The issue with anniversaries is that everything gets so fucking retrospective. Rather than look to the future, an anniversary inevitably makes us look back – in rose tinted spectacles – rather than celebrate the current and future potential of something. That’s certainly been the case with the 60th anniversary of TV advertising which has proven to be an orgy of nostalgia for chimps in bowler hats, old men looking for books about fly fishing and small boys pushing yon bike up yon hill with tha’ bread in’t basket.
TV advertising does not need all this ennui. Too many digital savants have already predicted the death of TV as a marketing medium and this 60th anniversary risks becoming a wake if we are not careful. Rather than look back at TV advertising’s greatest moments I would much rather celebrate its current awesomeness as a vital marketing tool.
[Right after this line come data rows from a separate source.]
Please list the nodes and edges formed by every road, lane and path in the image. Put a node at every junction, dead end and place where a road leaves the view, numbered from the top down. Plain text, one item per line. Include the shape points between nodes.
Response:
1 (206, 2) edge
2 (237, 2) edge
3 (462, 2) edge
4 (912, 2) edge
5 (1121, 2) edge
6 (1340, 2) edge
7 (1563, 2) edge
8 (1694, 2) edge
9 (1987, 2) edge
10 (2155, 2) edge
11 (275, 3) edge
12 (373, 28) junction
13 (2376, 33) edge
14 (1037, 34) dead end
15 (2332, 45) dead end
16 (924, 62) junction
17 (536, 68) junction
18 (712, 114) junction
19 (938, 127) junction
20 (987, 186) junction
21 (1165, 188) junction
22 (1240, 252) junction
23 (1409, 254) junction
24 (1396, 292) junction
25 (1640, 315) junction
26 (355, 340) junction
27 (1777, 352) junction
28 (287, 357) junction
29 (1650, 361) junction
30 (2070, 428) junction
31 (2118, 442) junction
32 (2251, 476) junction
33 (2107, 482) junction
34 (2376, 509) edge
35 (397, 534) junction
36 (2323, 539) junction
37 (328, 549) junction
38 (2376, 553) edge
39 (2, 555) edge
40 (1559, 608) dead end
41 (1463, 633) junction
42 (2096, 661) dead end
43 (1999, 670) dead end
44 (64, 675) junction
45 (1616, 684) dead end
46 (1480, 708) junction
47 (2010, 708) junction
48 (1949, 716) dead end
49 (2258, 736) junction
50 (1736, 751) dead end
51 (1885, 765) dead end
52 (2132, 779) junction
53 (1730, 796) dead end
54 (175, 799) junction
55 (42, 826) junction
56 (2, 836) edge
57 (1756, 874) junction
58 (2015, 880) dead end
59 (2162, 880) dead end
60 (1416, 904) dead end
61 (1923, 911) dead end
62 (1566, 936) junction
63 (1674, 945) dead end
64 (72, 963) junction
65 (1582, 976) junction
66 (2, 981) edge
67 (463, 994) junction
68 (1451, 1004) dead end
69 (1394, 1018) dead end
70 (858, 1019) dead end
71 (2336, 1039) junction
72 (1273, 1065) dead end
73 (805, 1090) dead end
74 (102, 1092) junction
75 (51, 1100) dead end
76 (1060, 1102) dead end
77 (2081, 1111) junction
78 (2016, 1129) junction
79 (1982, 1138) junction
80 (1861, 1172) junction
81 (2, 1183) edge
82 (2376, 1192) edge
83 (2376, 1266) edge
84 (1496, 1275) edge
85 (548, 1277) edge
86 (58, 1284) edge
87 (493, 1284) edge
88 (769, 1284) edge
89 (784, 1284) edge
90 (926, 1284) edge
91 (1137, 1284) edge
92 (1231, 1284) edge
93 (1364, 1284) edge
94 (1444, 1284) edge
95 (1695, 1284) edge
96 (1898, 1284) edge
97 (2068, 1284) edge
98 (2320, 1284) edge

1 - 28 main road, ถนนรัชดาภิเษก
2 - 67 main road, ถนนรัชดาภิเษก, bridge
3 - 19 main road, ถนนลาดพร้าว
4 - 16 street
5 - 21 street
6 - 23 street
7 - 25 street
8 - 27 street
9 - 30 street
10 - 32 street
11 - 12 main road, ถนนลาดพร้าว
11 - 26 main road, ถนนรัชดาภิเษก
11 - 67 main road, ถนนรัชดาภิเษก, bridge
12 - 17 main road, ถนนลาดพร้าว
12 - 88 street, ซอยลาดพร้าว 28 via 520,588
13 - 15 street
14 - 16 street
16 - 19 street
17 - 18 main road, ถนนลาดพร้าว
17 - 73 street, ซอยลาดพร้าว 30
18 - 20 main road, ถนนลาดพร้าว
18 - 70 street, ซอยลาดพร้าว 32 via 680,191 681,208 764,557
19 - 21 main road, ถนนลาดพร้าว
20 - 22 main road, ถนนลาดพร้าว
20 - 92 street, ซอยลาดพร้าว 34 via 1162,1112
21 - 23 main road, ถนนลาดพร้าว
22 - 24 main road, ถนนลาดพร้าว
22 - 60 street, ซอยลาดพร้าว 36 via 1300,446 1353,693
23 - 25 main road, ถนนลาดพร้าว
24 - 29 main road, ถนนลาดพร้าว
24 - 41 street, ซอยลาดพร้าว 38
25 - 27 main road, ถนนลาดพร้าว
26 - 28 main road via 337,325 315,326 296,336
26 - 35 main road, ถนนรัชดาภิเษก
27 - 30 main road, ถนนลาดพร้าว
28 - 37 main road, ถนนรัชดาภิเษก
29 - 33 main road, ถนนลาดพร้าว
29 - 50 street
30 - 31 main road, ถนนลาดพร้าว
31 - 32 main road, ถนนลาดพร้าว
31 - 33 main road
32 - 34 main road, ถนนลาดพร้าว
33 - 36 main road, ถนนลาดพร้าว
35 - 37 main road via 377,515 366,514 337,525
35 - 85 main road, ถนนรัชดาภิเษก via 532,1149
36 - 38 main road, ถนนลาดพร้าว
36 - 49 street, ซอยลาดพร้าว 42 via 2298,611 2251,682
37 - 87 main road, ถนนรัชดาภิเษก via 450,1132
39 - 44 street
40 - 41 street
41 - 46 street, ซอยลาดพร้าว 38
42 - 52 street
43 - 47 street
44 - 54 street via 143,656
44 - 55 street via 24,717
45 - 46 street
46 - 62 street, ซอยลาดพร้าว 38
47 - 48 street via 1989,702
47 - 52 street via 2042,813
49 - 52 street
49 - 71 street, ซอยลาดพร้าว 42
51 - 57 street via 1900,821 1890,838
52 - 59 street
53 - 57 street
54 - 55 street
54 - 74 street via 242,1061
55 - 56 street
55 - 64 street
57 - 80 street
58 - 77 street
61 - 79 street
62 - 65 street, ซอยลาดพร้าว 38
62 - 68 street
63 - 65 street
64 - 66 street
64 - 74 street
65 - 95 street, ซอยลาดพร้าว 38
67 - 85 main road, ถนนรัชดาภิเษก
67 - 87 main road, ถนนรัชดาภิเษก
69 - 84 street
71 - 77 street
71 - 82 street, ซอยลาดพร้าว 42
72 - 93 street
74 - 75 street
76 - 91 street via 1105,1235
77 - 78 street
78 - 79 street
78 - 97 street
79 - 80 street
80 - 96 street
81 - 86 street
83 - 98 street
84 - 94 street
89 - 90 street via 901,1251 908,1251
So, just for the rest of this column, forget about the 60th anniversary. In fact, go one better and completely erase TV advertising’s long and storied history from your brain. Imagine TV ads were invented in 2014 by a young media planner who suddenly realised that you could insert several short promotional films into TV programming to market a variety of branded products and services. Rather than the old girl on the block, imagine how TV would be viewed versus the more traditional social media options like Facebook and Twitter if we’d only just discovered it.
For starters, what would we all make of the spectacular reach of TV ads? Prior to the invention of TV advertising in 2014 most advertisers had become used to reaching single digits of the UK population. Instagram, Pinterest and Linkedin for example all hovered around 9% of the British population. Twitter impressed even more with 19% and, of course, Facebook with 43% reach was the big daddy of them all. You can imagine the incredulity of marketers after the launch of TV advertising and the astonishing realisation that its reach was 94% of the population.
Of course reach is only half the equation. Many social media traditionalists sneered at such a huge audience and assumed it must have come at the expense of actual time spent with the medium. Social media, after all, boasted a whopping two hours and thirteen minutes of activity each day across its platforms. Again, however the revolutionary new TV ad medium was far superior. The average viewer watches 3 hours and 44 minutes of TV each day – exactly the length of Gone with the Wind. And within that activity, each viewer sees 45 TV ads each and every day – akin to watching a whole Seinfeld episode just containing TV ads.
This new medium of TV advertising might have become appealing to the general population, but many digital strategists pointed out that it was likely to falter when it comes to targeting the younger tech-literate generations that had grown up with social media as their prime source of interaction. Imagine their amazement when TV quickly became popular with even the youngest and most digital demographics. In 2014, after just one year of existence, TV watching and the ads contained within had become the dominant viewing activity of 15 to 24 year olds. With 41% of their audience time spent watching TV it had become almost three times more time consuming than social media each day.
Another great USP for TV advertising was that it was actually much more of a social media than, er, social media. Six times as many viewers said they would talk about TV ads than those they had encountered on so-called social media. They may well use social media as a channel to do the talking, but the vast majority of the brands and ads that are being discussed there are those featured in TV advertising.
Best of all was the ROI. Throughout the history of social media there had been debate after debate on what ROI was, whether it was even relevant and how it should be measured. The new medium of TV advertising learned from these mistakes and commissioned expert and objective assessments that demonstrated that, on average, every pound invested in TV advertising returned £1.79 in profit to the advertiser.
Obviously, the 60th anniversary of TV advertising is a cause for retrospection and reflection. But don’t think for one minute that TV advertising is ready to retire and reach for its slippers just yet. It remains the biggest, most vibrant and most effective tool in the marketing arsenal.
Happy birthday old girl, see you in 2075.